Another automated tool is described in U.S. Pat. No. 6,694,509, “Automated Regression Testing of Workstation Software,” issued Feb. 17, 2004 to Stoval et al., herein incorporated by reference to the extent it is noncontradictory. The Stoval patent discloses a method and means for maintaining a library of test scripts for use in regression testing application programs. More particularly, a test directory tree is maintained which is a mirror image of a source directory tree that is used to compile the executable code for the application program. The test directory tree indicates the test scripts which are to be used in regression testing executable code compiled from corresponding entries in the same directory trees. Also see U.S. Patent Publication No. US20040088602A1, “Automated Recording and Replaying of Software Regression Tests,” published May 5, 2004 by Cohen and Vollers, herein incorporated by reference to the extent it is noncontradictory herewith.
For implementation of SAP® systems, one commonly used tool is the Computer Aided Test Tool (CATT) that falls into the category of Computer Aided Software Engineering (CASE) tools. CATT is integrated into the ABAP Development Workbench of SAP® software. CATT allows those working with SAP® software to automate test flows, based on precisely defined input (batch input). After tests are run with CATT the R/3 System can automatically create a run log that is archived and serves as the basis for documentation of various test results. The test results can then be examined to evaluate the quality of the system. CATT can be used as tool to assist in the execution of the present invention. For example, it can be used to capture keystrokes and insert data to automatically execute the test case instead of having a person manually execute the transaction and fill in the data. The use of CATT for SAP® software is described in detail in Gerhard Oberniedermaier and Marcus Geiss, Testing SAP R/3 Systems: Using the Computer Aided Test Tool, transl. Jason M. Miskuly, Harlow, England: Addison-Wesley, 2000 (see particularly pages 28-213).
General principles for automated software testing are described on the Web pages of Automated Testing Specialists (Los Angeles, Calif.). Described therein is the Functional Decomposition Method, in which script development methodology is used to reduce all test cases to their most fundamental tasks. User-defined functions, business function scripts, and “sub-routine” or “utility” scripts perform these tasks independently of one another. Automated test scripts can be written for a business function, using data-files to provide both the input and the expected-results verification. A hierarchical architecture is employed, using a structured or modular design. Also described is the “Test Plan Driven” method, in which, the entire testing process is data-driven, including functionality. The test plan is prepared in a specific format that pre-written “utility” scripts use to control the processing of the automated test.
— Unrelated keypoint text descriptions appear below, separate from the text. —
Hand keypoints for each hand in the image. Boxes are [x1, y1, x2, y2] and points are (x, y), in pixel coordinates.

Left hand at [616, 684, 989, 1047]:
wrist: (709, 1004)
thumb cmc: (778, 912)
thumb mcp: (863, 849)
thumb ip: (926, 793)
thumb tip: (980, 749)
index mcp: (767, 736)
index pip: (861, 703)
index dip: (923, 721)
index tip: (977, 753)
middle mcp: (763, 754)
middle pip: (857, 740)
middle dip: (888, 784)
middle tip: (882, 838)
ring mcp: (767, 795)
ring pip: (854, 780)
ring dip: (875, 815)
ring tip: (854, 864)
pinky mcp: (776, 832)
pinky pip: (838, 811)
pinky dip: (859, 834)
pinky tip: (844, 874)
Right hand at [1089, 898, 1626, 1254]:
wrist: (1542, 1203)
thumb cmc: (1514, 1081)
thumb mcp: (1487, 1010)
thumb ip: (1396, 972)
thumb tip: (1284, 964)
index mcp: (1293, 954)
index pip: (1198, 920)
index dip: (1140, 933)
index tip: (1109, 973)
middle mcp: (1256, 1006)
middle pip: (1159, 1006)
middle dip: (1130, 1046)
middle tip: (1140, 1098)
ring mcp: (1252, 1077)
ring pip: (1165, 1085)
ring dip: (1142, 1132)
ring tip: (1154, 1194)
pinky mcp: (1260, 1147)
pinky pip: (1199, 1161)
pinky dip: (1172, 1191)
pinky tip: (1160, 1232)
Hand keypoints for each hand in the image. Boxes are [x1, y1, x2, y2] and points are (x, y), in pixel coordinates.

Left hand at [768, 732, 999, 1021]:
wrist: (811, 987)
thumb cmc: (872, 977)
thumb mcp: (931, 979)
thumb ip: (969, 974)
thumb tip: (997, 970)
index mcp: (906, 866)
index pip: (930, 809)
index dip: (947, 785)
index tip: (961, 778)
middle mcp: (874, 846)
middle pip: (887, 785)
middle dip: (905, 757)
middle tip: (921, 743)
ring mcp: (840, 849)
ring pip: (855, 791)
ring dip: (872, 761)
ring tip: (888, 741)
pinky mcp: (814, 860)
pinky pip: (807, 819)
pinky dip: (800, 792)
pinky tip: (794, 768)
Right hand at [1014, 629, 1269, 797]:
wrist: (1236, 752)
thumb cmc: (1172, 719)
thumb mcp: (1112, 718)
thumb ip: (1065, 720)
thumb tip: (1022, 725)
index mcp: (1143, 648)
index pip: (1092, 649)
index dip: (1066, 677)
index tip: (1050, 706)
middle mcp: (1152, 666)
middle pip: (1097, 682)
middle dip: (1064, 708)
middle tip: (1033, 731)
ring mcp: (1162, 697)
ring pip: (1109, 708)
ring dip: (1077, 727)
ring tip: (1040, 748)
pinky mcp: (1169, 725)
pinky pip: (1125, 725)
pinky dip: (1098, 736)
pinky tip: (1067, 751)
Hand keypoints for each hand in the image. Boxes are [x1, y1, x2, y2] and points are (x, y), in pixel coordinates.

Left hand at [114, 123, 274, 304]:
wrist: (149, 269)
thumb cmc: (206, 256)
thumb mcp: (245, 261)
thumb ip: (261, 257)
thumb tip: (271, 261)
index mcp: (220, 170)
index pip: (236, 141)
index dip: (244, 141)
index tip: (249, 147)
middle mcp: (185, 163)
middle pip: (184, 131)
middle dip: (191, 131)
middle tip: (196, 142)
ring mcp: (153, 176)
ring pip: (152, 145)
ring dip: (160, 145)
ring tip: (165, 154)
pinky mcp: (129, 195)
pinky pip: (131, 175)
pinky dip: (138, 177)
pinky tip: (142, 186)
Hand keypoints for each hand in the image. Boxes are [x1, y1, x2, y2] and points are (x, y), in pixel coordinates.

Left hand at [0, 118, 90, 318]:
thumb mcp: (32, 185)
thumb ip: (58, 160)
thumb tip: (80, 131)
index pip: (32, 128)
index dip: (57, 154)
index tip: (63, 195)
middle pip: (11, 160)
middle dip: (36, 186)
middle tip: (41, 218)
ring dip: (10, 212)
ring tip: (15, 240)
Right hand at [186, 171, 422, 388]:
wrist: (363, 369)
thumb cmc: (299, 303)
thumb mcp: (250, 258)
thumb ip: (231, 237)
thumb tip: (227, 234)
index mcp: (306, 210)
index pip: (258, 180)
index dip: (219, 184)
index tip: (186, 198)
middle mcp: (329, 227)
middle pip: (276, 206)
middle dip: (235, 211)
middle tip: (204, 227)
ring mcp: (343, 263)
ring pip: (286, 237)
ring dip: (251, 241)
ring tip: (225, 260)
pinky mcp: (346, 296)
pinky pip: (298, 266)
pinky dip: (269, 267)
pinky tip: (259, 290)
Hybrid methodologies can also be used, including the ATS Toolkit for WINRUNNER® software.
Guidelines for software testing in general are discussed by C. Kaner, J. Falk, and H. Q. Nguyen in Testing Computer Software (New York: Wiley Computer Publishing, 1999). Automated regression testing is discussed on pages 191-197. Principles of automated software testing are also described in detail by Elfriede Dustin, Jeff Rashka, and John Paul, Automated Software Testing (Boston: Addison-Wesley, 1999, pages 293 and 295-306).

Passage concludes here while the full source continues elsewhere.